Taken together, the findings summarized above point to the importance of free-living wild boars as dispersal agents for PCMV. There is no previous information on the prevalence of this virus in domestic pigs within the area covered by this study, where a number of small producers (including families that raise animals for their own consumption) develop semi-intensive livestock practices1. Low-resource conditions generally allow contact between farm pigs and wild boars and, in this context, a shared viral circulation mediated by multiple cross-transmission events can be expected.
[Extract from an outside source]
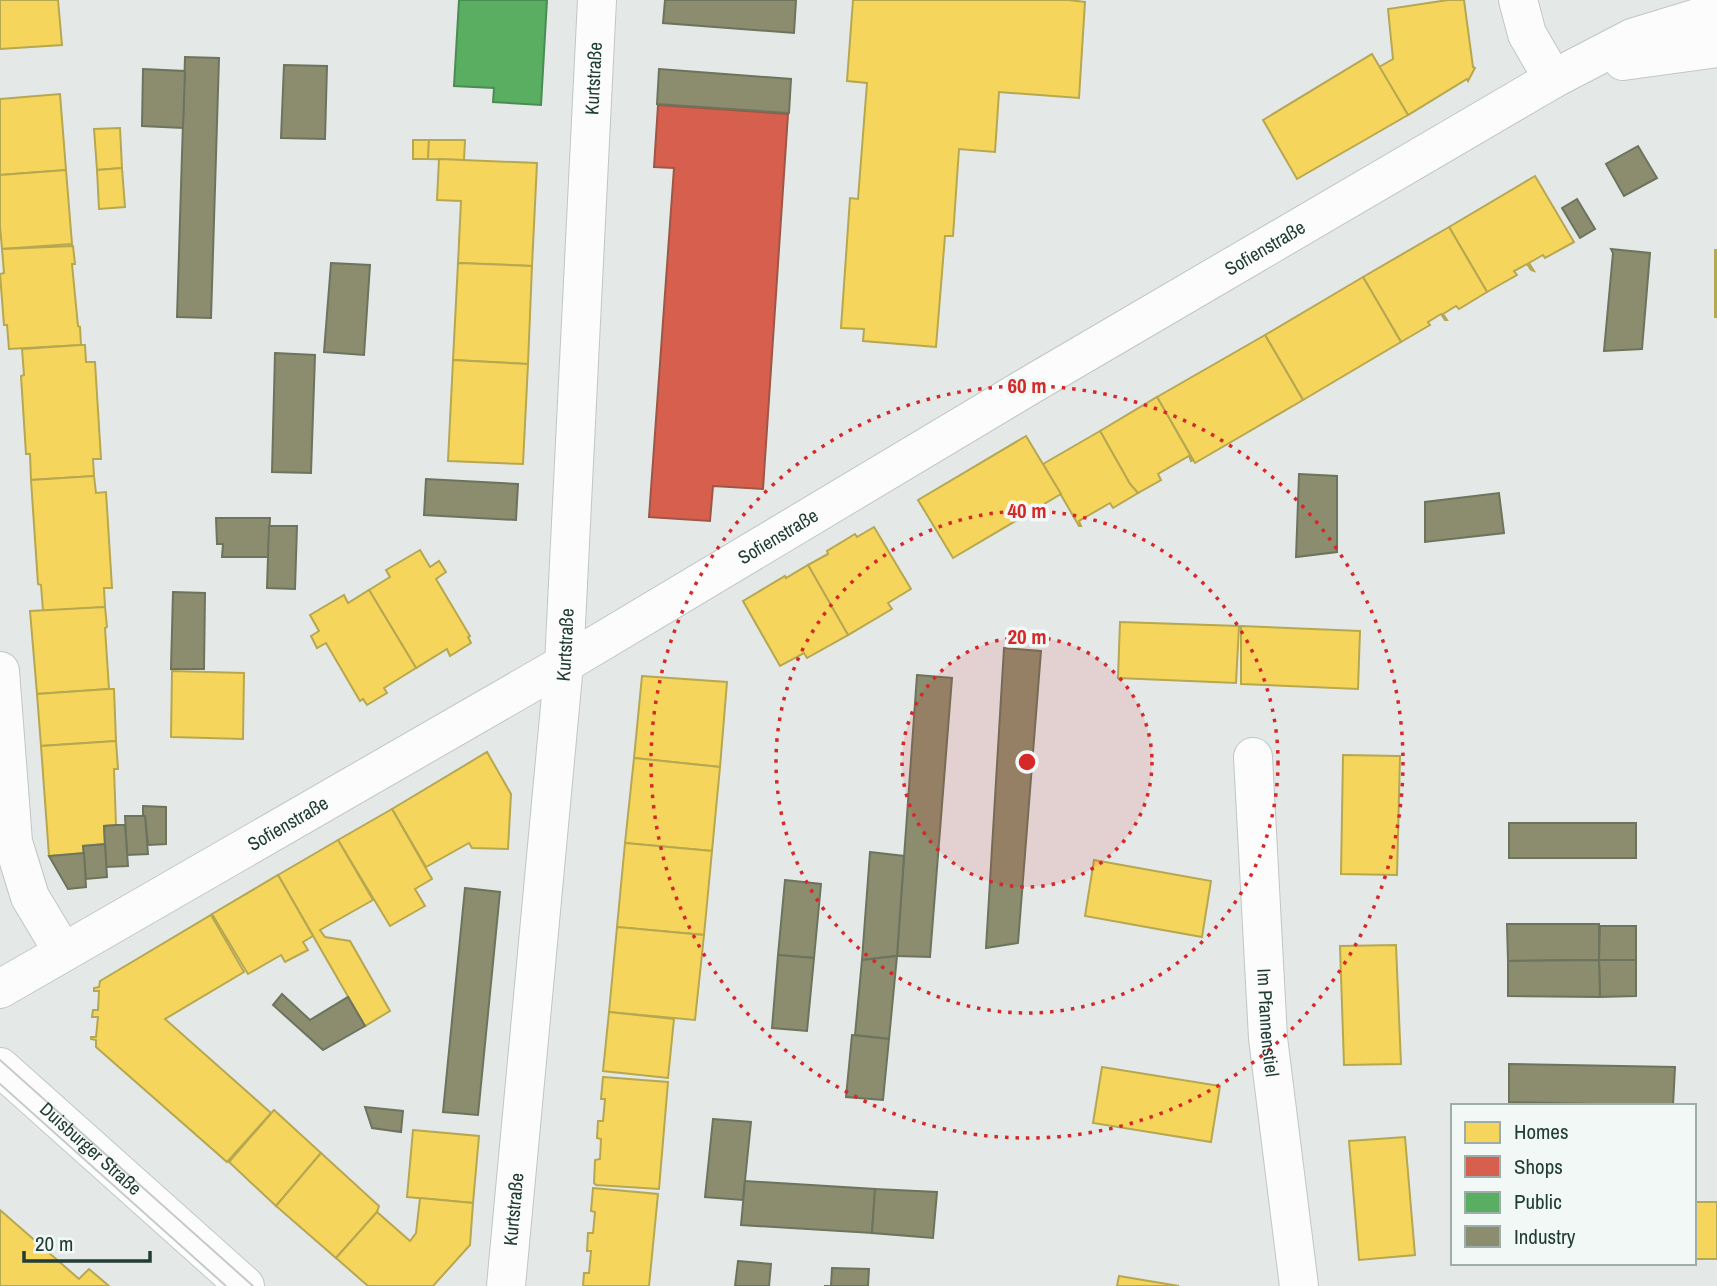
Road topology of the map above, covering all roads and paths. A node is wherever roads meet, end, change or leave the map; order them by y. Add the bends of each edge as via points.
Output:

Further research is required to determine the extent to which this epidemiological dynamic in Northeastern Patagonia can affect both pig production and ecological aspects of wild boar populations.

Funding

This study was financially supported in part by Universidad Nacional de Río Negro (UNRN) [PI 40-C-666, 2017] and Universidad Nacional de Río Negro (UNRN) [PI 40-C-717, 2018].

Conflict of interest

The authors declare that they have no conflicts of interest.